Harry Browne had this to say about the permanent portfolio:
"The portfolio's safety is assured by the contrasting qualities of the four investments - which ensure that any event that damages one investment should be good for one or more of the others. And no investment, even at its worst, can devastate the portfolio - no matter what surprises lurk around the corner - because no investment has more than 25% of your capital."
The permanent portfolio consists of
- 25% - Stocks (S&P 500 Stock Index Fund)
- 25% - Long Term Bonds (US Treasury 30 Year Bonds)
- 25% - Gold (Physical Gold Bullion)
- 25% - Cash (Treasury Money Market Fund)

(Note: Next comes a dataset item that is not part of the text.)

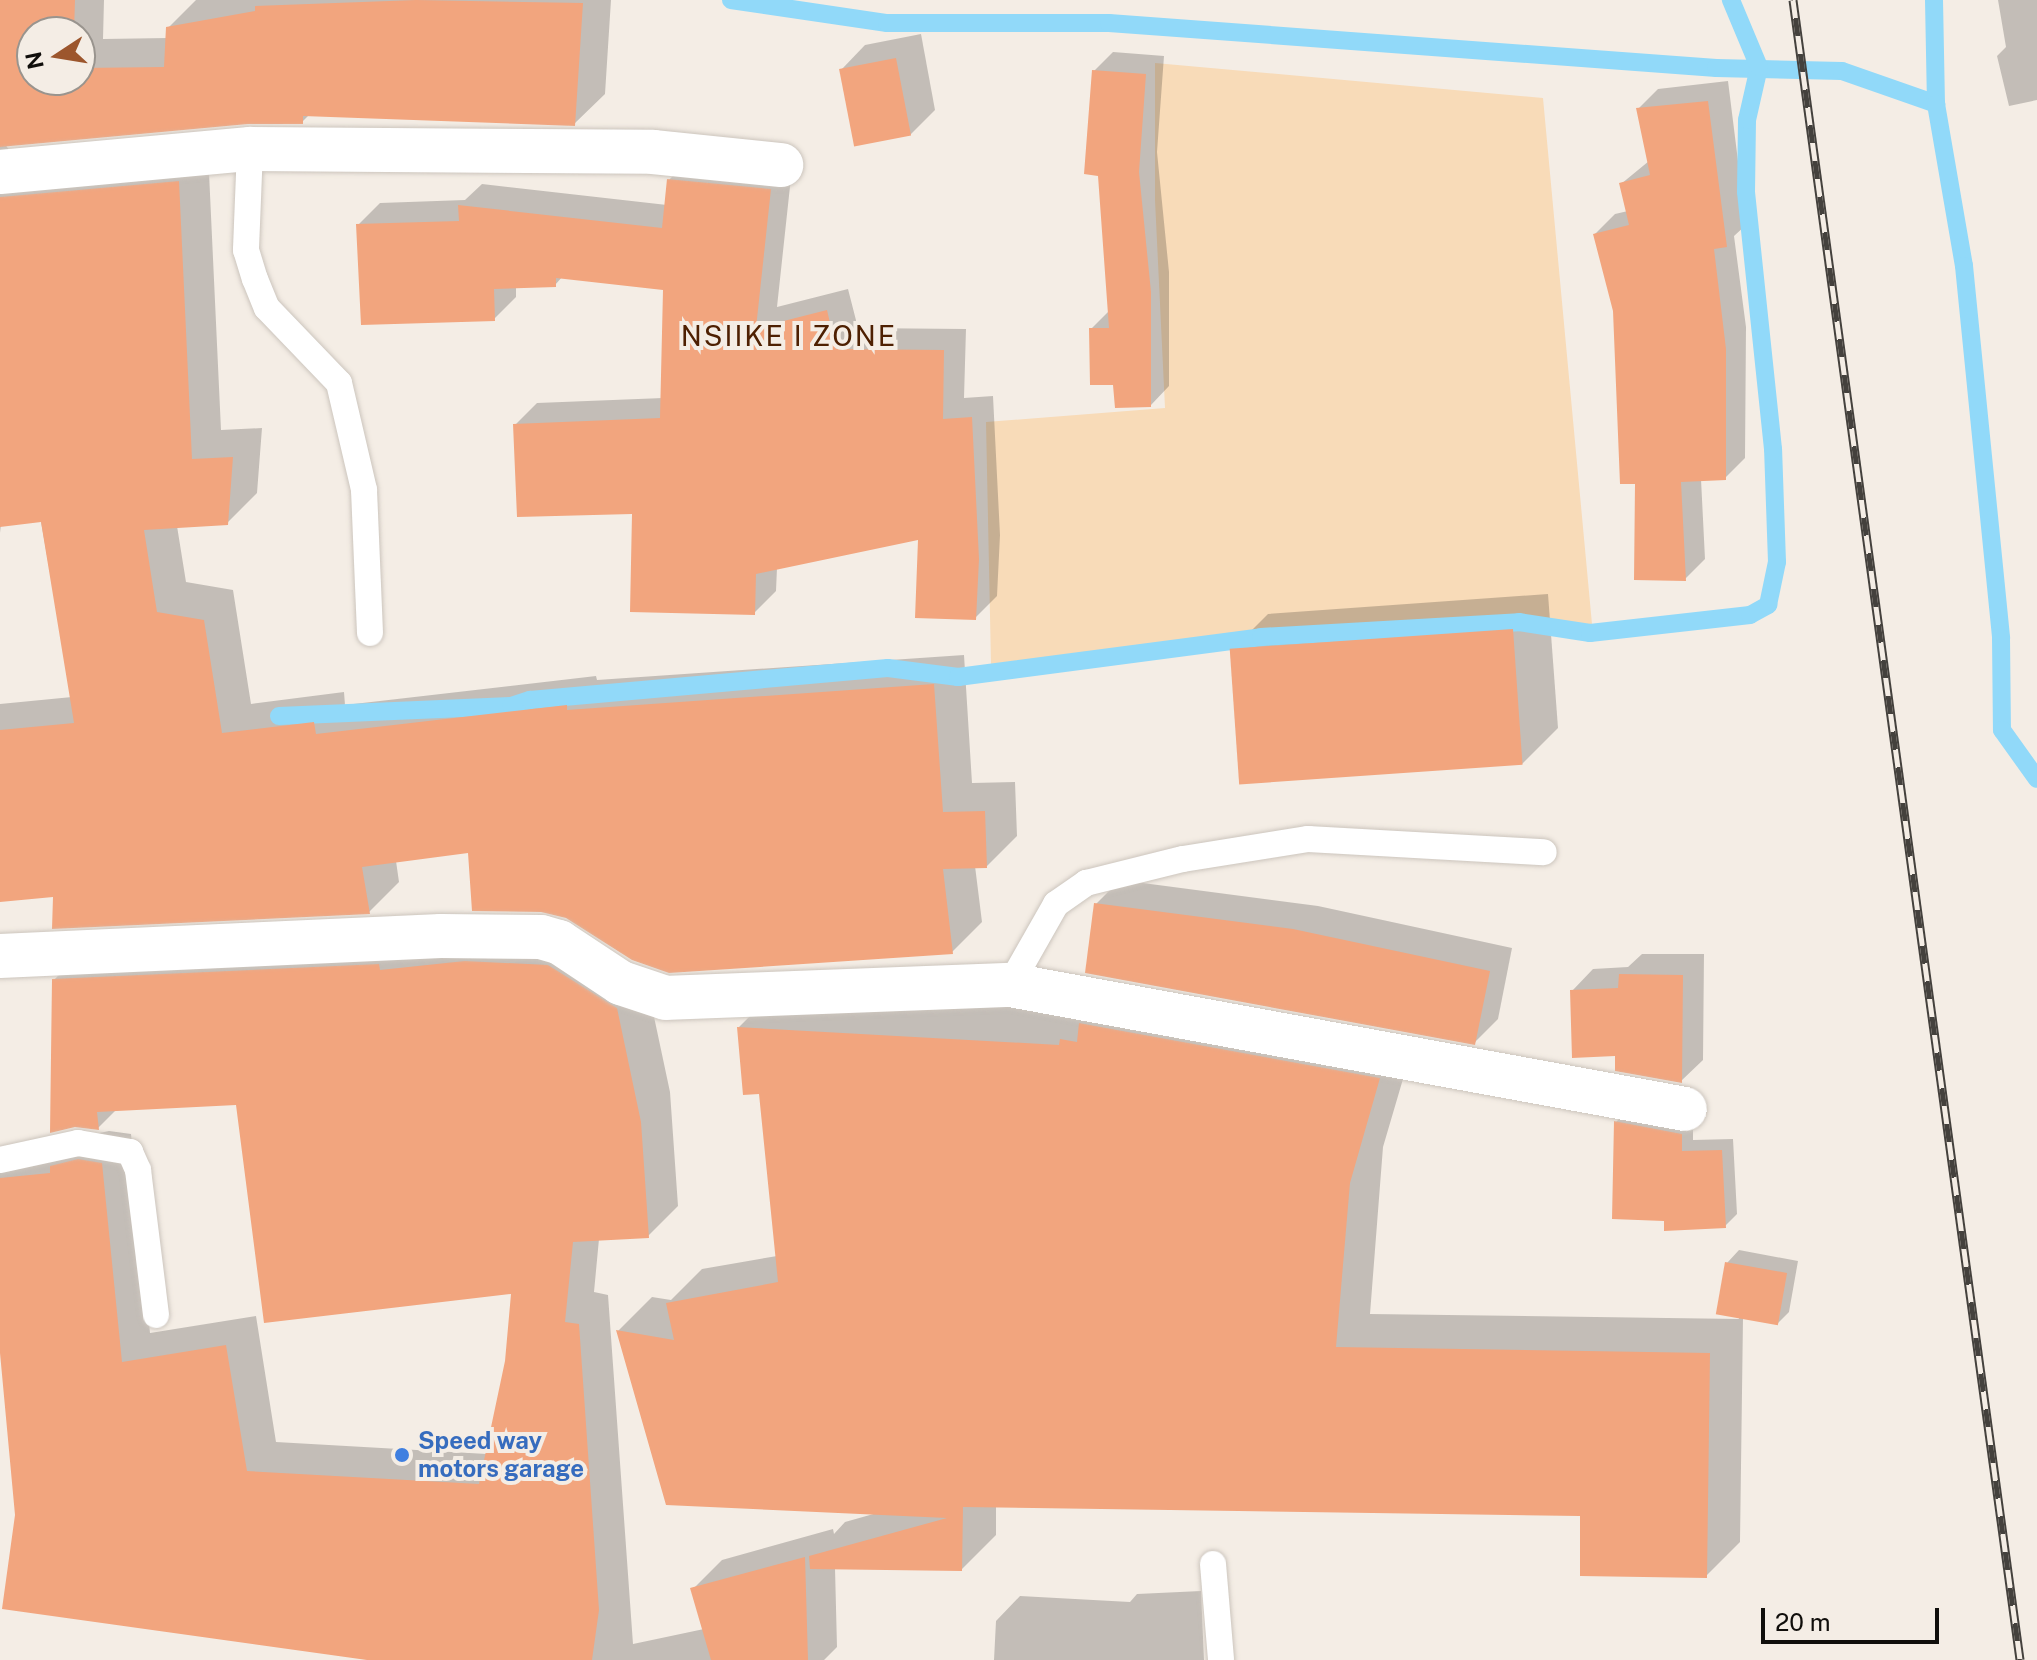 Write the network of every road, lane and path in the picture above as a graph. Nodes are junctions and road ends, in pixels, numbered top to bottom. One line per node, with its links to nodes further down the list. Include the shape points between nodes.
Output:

Harry Browne believed no matter what was happening in the economy at least one of the assets in the Permanent portfolio would be doing well:
- Stocks - Prosperity
- Long Bonds - Deflation
- Gold - Inflation
- Cash - Recession
In theory having at least one asset always doing well would prevent the portfolio from incurring large losses. Below we show how the portfolio has performed from 1972-2014 compared to a 60% US Stocks/ 40% long-term bond portfolio and the S&P 500.
All the charts and data in this article are from portfoliovisualizer.com
If you look at the third column above, it shows the compound annual growth rate. Comparing it to the returns of the other portfolios, you may think the permanent portfolio does not have a very good return history. However, CAGR is only part of the story.
Look at how smooth the blue line in the graph is. The Permanent Portfolio has better risk adjusted returns based on both the Sharpe Ratio and the Sortino Ratio. Look at the column that shows the worst year for the portfolios; the worst year for the Permanent Portfolio was -5.43% compared to -20.24 (60/40) and -37.02 (S&P 500).